◆ **Your objective**:
Whenever a line in this data holds the word "Pista", report that line in full.

[Dataset entries]
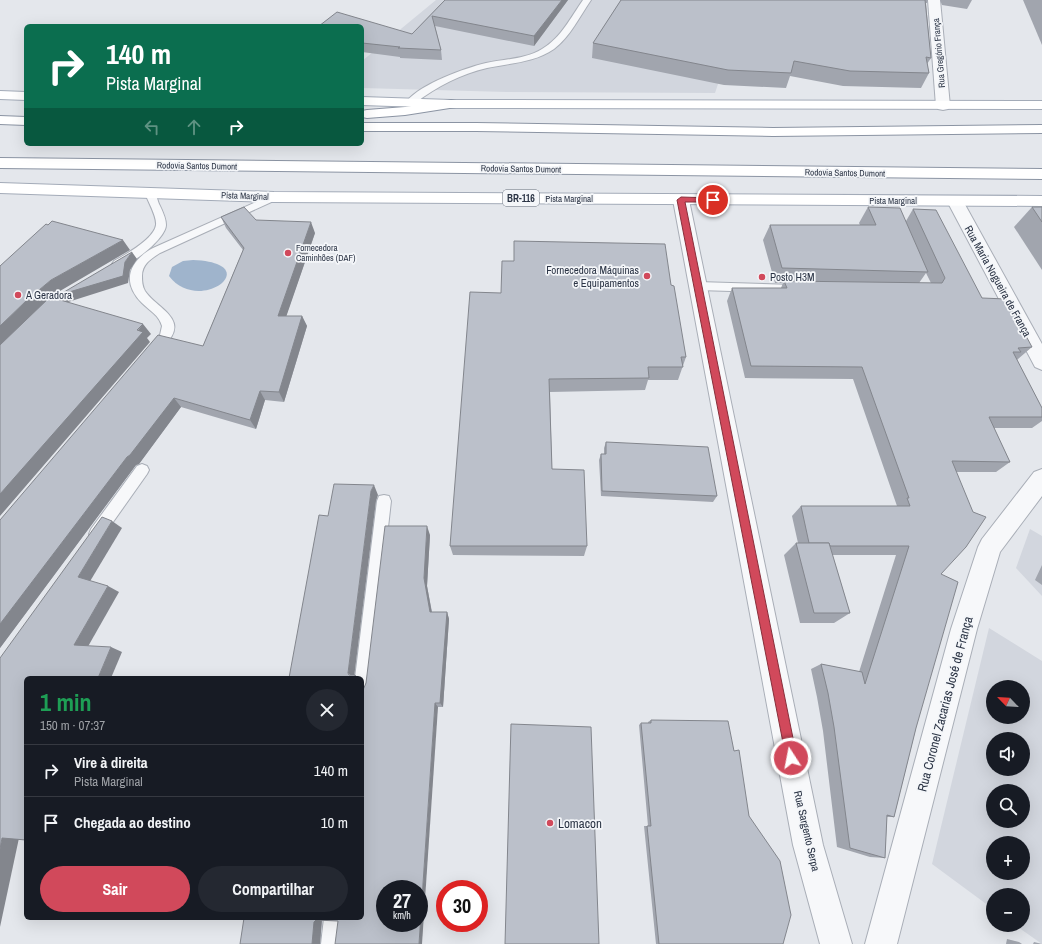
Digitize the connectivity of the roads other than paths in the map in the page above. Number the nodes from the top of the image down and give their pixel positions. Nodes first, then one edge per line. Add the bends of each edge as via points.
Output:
1 (587, 0) edge
2 (934, 0) edge
3 (0, 95) edge
4 (24, 96) edge
5 (364, 101) edge
6 (412, 101) junction
7 (451, 104) junction
8 (1042, 105) edge
9 (943, 106) junction
10 (364, 114) edge
11 (0, 120) edge
12 (24, 121) edge
13 (364, 127) edge
14 (1042, 129) edge
15 (0, 163) edge
16 (1042, 174) edge
17 (0, 188) edge
18 (150, 192) junction
19 (274, 196) junction
20 (681, 200) junction
21 (955, 201) junction
22 (1042, 201) edge
23 (105, 271) edge
24 (698, 286) junction
25 (809, 289) edge
26 (145, 359) edge
27 (1042, 362) edge
28 (142, 470) dead end
29 (1042, 479) edge
30 (384, 501) dead end
31 (87, 546) edge
32 (363, 676) edge
33 (334, 920) edge
34 (331, 944) edge
35 (836, 944) edge
36 (881, 944) edge

1 - 6 lane via 551,47 538,54 476,68 427,89
2 - 9 street, Rua Gregório França
3 - 4 main road
5 - 6 main road
6 - 7 main road
7 - 9 main road
7 - 10 main road
8 - 9 main road
11 - 12 main road
13 - 14 main road via 773,132
15 - 16 main road, Rodovia Santos Dumont
17 - 18 main road, Pista Marginal / BR-116
18 - 19 main road, Pista Marginal / BR-116
18 - 23 lane via 161,225 158,231 142,249
19 - 20 main road, Pista Marginal / BR-116
19 - 26 lane via 142,261 136,269 136,288 142,297 165,316 168,323 166,335
20 - 21 main road, Pista Marginal / BR-116 via 891,208
20 - 24 street, Rua Sargento Serpa
21 - 22 main road, Pista Marginal / BR-116
21 - 27 street, Rua Maria Nogueira de França
24 - 25 lane
24 - 35 street, Rua Sargento Serpa via 808,845
28 - 31 lane
29 - 36 street, Rua Coronel Zacarias José de França via 990,547 964,629
30 - 32 lane
33 - 34 lane

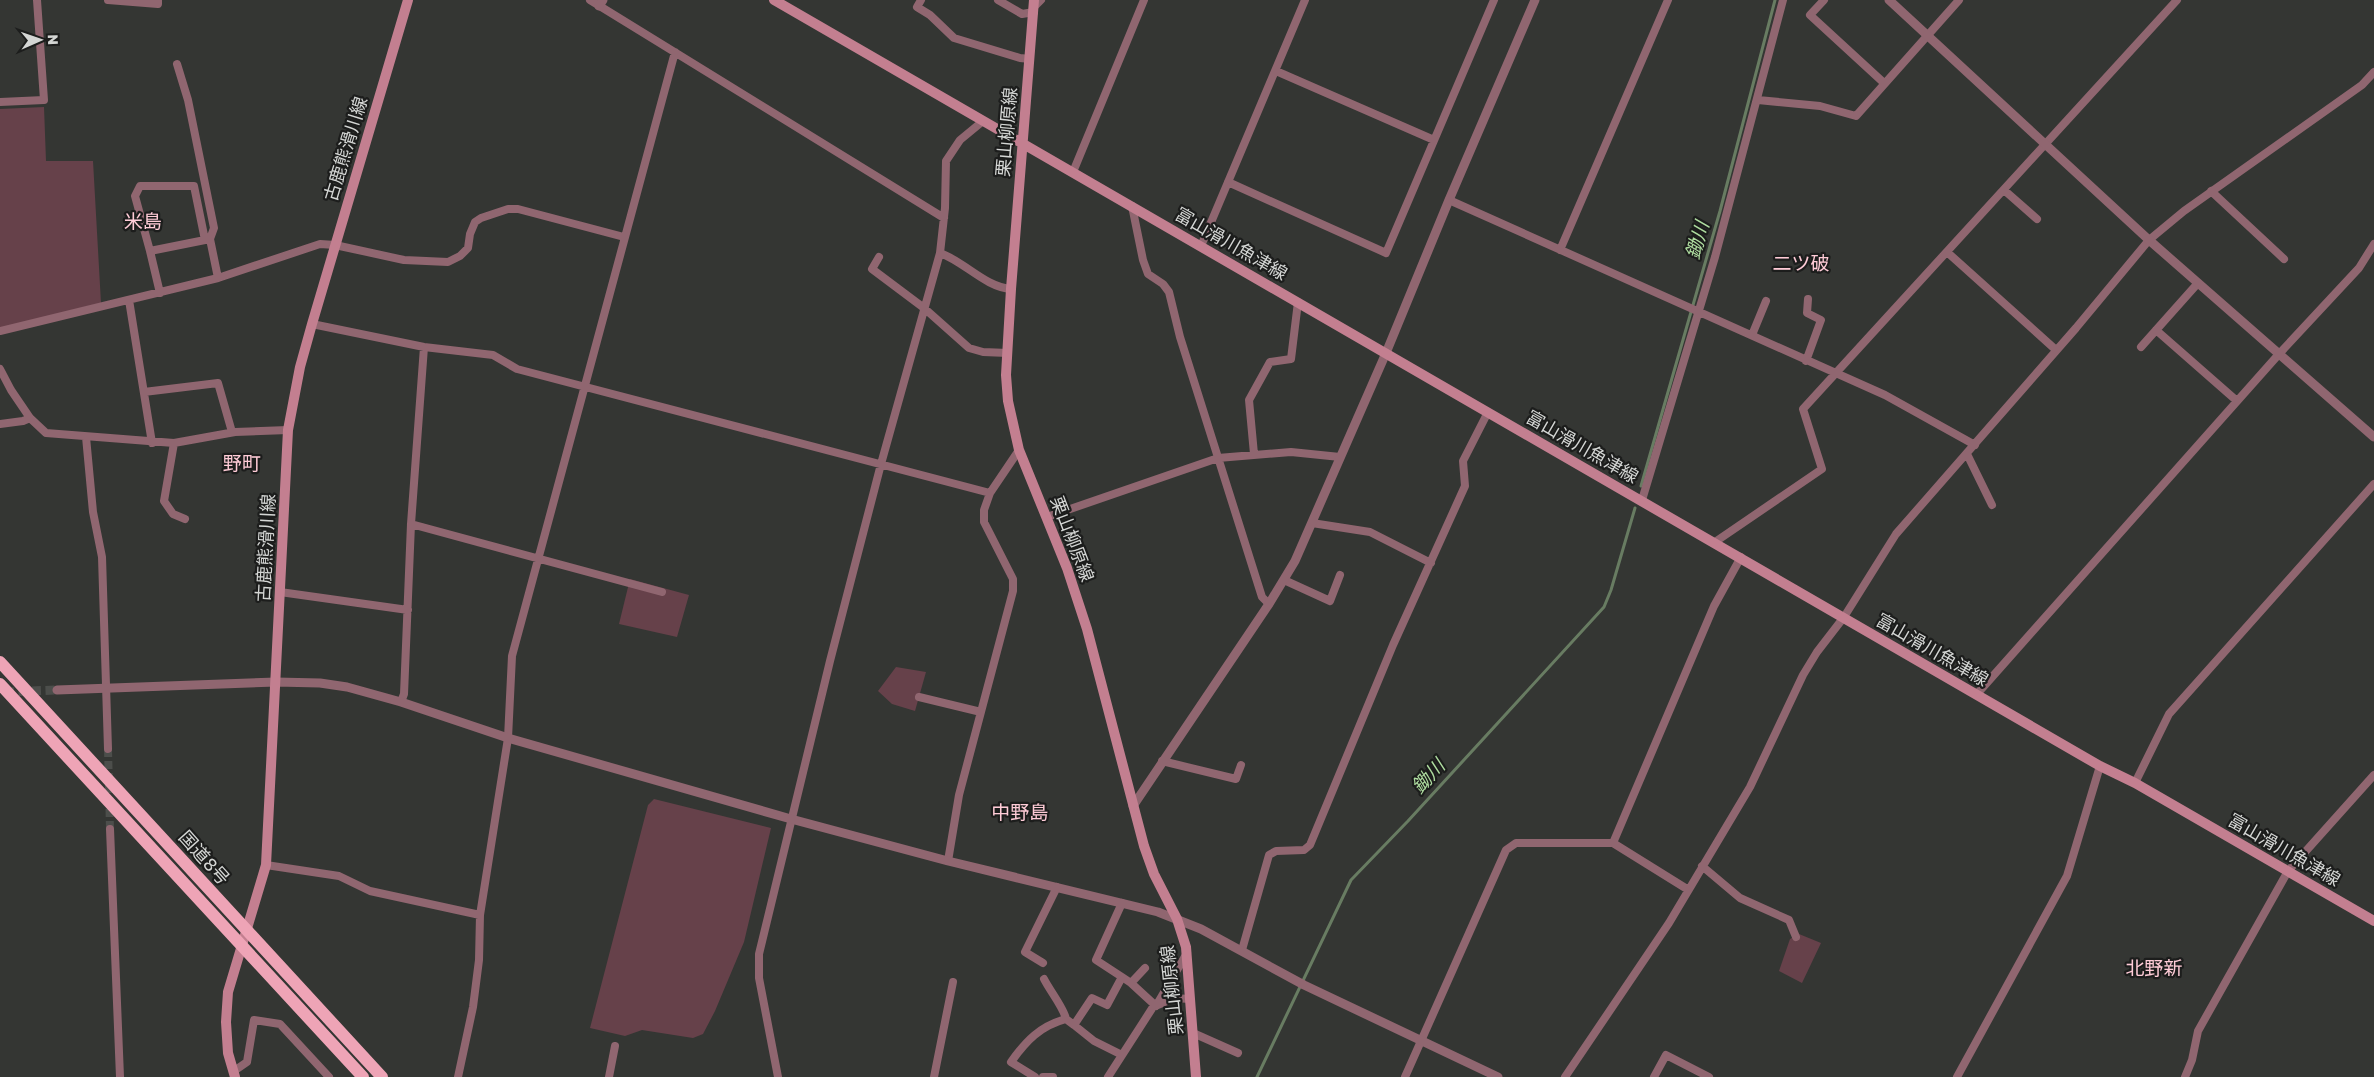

◆ **Answer for this exercise**:
17 - 18 main road, Pista Marginal / BR-116
18 - 19 main road, Pista Marginal / BR-116
19 - 20 main road, Pista Marginal / BR-116
20 - 21 main road, Pista Marginal / BR-116 via 891,208
21 - 22 main road, Pista Marginal / BR-116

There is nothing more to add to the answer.